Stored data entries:
+ + + + + + +
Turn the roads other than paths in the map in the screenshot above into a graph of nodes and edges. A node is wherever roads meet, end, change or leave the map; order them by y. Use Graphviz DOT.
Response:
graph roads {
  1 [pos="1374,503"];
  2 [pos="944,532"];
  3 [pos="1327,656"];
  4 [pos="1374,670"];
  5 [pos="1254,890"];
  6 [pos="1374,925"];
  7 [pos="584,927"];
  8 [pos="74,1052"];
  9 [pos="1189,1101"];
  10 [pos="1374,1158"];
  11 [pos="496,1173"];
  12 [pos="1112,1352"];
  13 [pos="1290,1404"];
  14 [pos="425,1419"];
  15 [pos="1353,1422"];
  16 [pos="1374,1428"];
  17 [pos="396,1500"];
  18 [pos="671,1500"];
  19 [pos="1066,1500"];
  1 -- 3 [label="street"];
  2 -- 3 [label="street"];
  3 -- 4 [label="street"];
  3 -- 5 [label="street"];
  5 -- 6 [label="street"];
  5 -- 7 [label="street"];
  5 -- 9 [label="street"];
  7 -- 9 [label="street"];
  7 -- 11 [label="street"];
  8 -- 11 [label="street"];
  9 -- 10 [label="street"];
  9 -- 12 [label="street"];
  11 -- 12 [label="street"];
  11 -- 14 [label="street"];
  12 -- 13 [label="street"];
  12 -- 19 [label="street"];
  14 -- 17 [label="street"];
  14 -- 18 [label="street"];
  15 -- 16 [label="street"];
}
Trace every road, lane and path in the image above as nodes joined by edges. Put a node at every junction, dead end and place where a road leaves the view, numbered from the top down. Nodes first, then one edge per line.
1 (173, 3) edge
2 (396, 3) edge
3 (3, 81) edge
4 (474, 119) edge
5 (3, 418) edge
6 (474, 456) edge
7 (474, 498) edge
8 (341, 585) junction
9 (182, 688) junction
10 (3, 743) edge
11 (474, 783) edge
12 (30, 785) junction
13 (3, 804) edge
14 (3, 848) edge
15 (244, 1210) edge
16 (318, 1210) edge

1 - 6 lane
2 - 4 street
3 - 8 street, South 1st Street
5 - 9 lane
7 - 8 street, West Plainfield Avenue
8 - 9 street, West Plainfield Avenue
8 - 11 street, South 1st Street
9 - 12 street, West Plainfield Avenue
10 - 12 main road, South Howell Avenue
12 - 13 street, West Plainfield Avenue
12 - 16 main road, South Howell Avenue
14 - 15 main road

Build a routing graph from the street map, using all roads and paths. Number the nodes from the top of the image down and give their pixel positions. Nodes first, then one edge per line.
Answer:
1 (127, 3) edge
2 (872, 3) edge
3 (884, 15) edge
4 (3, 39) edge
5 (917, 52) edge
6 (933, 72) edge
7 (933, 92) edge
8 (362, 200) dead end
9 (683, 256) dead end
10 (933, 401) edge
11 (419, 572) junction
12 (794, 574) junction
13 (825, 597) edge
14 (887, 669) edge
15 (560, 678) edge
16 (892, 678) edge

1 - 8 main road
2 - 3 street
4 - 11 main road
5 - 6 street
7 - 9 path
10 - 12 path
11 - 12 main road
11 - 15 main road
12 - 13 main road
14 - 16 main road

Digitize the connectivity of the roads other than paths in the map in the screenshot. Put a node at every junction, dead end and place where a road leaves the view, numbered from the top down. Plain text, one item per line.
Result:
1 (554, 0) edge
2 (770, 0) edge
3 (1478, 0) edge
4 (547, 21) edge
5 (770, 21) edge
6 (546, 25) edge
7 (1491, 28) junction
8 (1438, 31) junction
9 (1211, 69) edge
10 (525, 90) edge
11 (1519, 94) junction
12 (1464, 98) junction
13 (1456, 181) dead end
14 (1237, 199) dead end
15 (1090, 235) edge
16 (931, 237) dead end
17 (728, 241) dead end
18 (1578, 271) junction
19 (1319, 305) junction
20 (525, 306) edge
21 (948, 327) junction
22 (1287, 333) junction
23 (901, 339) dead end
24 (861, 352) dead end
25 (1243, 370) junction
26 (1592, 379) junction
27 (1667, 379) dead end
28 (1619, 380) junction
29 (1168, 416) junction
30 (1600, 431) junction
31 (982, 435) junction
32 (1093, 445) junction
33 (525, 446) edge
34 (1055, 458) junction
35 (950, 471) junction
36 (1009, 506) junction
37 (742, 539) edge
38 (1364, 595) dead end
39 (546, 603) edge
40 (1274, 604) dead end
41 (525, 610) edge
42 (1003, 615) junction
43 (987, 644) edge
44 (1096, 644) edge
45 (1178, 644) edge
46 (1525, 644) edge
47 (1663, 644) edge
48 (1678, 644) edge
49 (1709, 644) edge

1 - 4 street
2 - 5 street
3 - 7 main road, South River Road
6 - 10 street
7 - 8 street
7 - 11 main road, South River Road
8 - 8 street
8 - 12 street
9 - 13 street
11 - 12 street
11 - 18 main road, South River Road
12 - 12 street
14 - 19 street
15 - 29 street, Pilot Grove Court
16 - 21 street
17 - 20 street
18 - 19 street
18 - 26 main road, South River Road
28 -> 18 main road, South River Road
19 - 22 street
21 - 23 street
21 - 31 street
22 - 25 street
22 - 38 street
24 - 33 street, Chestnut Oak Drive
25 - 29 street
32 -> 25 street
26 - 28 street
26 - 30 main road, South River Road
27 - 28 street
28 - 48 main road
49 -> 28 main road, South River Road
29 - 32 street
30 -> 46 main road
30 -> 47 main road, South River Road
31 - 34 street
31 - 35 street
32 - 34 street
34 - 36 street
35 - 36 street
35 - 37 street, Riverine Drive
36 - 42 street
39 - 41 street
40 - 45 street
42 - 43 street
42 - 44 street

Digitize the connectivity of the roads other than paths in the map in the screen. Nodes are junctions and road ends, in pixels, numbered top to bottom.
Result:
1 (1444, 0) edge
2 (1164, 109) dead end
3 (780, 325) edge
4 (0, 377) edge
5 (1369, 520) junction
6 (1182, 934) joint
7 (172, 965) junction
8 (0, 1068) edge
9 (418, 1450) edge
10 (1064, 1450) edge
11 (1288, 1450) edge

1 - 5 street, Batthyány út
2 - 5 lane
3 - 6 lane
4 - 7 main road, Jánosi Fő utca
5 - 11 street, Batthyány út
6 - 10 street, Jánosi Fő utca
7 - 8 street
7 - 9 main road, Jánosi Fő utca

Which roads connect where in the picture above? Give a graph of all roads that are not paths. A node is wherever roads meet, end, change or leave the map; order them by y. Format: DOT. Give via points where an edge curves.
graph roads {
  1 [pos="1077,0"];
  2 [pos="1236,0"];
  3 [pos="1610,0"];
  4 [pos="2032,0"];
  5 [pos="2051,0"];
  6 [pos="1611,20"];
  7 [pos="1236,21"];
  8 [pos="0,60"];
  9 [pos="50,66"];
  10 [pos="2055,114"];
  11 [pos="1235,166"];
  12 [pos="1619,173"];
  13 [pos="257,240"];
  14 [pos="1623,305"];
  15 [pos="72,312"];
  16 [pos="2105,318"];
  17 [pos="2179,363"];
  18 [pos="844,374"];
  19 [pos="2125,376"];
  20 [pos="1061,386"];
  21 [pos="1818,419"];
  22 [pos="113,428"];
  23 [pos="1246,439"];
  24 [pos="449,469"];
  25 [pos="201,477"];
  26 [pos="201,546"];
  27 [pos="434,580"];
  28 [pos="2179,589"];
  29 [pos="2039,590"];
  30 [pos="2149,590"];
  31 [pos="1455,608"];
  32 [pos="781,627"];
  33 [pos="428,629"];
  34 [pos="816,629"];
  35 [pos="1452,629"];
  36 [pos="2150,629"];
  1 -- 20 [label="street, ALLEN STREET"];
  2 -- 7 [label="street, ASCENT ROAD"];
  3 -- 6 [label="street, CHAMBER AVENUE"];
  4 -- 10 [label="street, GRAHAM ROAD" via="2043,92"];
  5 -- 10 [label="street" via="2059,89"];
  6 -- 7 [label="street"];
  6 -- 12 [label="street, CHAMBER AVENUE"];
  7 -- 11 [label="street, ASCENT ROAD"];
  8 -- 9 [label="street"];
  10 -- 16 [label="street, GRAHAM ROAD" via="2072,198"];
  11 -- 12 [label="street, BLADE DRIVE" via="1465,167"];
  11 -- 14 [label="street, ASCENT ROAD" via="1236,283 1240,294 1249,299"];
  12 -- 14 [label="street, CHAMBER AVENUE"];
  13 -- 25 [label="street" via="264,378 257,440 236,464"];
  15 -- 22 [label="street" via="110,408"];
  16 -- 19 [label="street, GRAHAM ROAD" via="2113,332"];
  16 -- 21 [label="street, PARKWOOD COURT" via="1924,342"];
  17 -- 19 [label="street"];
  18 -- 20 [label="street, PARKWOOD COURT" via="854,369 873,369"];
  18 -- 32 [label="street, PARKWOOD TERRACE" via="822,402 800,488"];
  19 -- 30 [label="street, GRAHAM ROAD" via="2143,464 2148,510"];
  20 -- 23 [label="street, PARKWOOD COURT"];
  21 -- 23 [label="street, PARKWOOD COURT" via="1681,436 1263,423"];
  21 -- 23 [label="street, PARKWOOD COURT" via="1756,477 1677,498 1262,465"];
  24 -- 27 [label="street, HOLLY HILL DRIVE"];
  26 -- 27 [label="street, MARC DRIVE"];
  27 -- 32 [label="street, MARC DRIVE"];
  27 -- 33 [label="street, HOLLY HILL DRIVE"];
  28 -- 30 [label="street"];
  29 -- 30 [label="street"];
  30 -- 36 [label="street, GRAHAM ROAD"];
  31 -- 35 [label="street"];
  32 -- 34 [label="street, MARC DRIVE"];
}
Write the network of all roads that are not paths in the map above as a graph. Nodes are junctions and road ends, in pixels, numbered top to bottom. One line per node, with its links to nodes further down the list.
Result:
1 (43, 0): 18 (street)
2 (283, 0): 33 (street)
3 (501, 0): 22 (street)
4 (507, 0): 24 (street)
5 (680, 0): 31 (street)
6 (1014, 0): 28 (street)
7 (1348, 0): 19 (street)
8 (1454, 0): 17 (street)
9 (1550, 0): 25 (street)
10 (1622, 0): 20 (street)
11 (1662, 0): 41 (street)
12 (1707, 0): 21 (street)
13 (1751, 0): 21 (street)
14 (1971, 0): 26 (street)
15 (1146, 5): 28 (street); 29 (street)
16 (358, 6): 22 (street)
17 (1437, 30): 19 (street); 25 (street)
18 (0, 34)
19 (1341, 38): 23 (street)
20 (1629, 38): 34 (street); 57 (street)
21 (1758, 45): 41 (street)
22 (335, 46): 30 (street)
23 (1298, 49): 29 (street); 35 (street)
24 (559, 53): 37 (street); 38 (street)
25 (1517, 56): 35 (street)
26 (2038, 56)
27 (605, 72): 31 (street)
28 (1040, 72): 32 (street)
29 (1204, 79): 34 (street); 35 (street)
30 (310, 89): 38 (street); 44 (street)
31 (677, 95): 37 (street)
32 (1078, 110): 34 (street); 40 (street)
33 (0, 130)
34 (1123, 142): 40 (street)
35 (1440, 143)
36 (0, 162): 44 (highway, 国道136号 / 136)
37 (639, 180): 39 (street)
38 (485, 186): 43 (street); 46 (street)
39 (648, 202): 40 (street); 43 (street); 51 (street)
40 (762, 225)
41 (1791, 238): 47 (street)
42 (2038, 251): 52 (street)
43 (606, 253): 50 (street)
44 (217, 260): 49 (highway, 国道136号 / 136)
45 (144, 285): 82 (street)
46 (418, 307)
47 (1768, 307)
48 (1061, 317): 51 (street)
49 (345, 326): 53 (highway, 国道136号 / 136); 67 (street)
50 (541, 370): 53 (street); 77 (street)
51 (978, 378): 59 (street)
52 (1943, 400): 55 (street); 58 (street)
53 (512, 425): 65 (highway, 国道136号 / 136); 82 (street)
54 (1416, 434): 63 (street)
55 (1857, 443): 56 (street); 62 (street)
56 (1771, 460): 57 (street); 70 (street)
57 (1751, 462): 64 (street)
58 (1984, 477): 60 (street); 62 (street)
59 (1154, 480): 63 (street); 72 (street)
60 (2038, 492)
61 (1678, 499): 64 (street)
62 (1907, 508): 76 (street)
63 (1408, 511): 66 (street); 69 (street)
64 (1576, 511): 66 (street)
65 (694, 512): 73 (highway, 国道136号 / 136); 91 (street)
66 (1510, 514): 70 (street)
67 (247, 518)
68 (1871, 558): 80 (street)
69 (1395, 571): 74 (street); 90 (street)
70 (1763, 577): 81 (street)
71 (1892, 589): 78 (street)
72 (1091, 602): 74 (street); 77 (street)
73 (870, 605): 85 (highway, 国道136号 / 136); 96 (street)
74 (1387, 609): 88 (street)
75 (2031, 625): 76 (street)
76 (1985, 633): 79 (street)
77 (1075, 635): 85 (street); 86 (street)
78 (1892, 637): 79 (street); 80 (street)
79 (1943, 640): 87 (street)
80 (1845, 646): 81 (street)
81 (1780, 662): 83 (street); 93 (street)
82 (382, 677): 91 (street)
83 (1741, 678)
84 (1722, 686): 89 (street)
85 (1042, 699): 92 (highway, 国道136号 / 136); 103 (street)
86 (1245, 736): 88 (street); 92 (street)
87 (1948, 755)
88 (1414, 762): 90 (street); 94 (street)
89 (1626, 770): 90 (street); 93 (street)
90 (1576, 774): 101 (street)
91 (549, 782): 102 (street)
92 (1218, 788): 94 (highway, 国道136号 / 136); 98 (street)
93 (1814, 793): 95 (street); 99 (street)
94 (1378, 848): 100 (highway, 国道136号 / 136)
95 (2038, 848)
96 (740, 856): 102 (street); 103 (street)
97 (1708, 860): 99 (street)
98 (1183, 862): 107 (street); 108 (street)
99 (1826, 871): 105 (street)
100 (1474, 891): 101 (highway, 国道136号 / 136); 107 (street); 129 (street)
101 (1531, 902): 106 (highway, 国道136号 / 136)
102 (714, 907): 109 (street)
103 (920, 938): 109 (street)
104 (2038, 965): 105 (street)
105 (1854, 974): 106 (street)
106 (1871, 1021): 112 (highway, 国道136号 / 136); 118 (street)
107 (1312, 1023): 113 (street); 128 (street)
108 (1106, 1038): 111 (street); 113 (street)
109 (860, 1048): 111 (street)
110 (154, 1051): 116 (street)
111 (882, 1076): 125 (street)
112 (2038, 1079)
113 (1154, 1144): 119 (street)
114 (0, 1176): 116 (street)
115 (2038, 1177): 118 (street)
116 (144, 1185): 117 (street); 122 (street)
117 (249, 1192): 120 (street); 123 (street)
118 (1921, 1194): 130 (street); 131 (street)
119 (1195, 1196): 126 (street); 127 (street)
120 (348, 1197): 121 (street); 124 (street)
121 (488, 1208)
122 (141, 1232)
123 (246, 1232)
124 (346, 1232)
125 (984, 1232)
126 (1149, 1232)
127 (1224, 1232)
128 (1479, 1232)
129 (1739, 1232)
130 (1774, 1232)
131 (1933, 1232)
+ + + + + + +
== Exercise directions ==
Looking at the entries, count the lines where the word "connectivity" appears, and state the count by itself.

== Exercise answer ==
2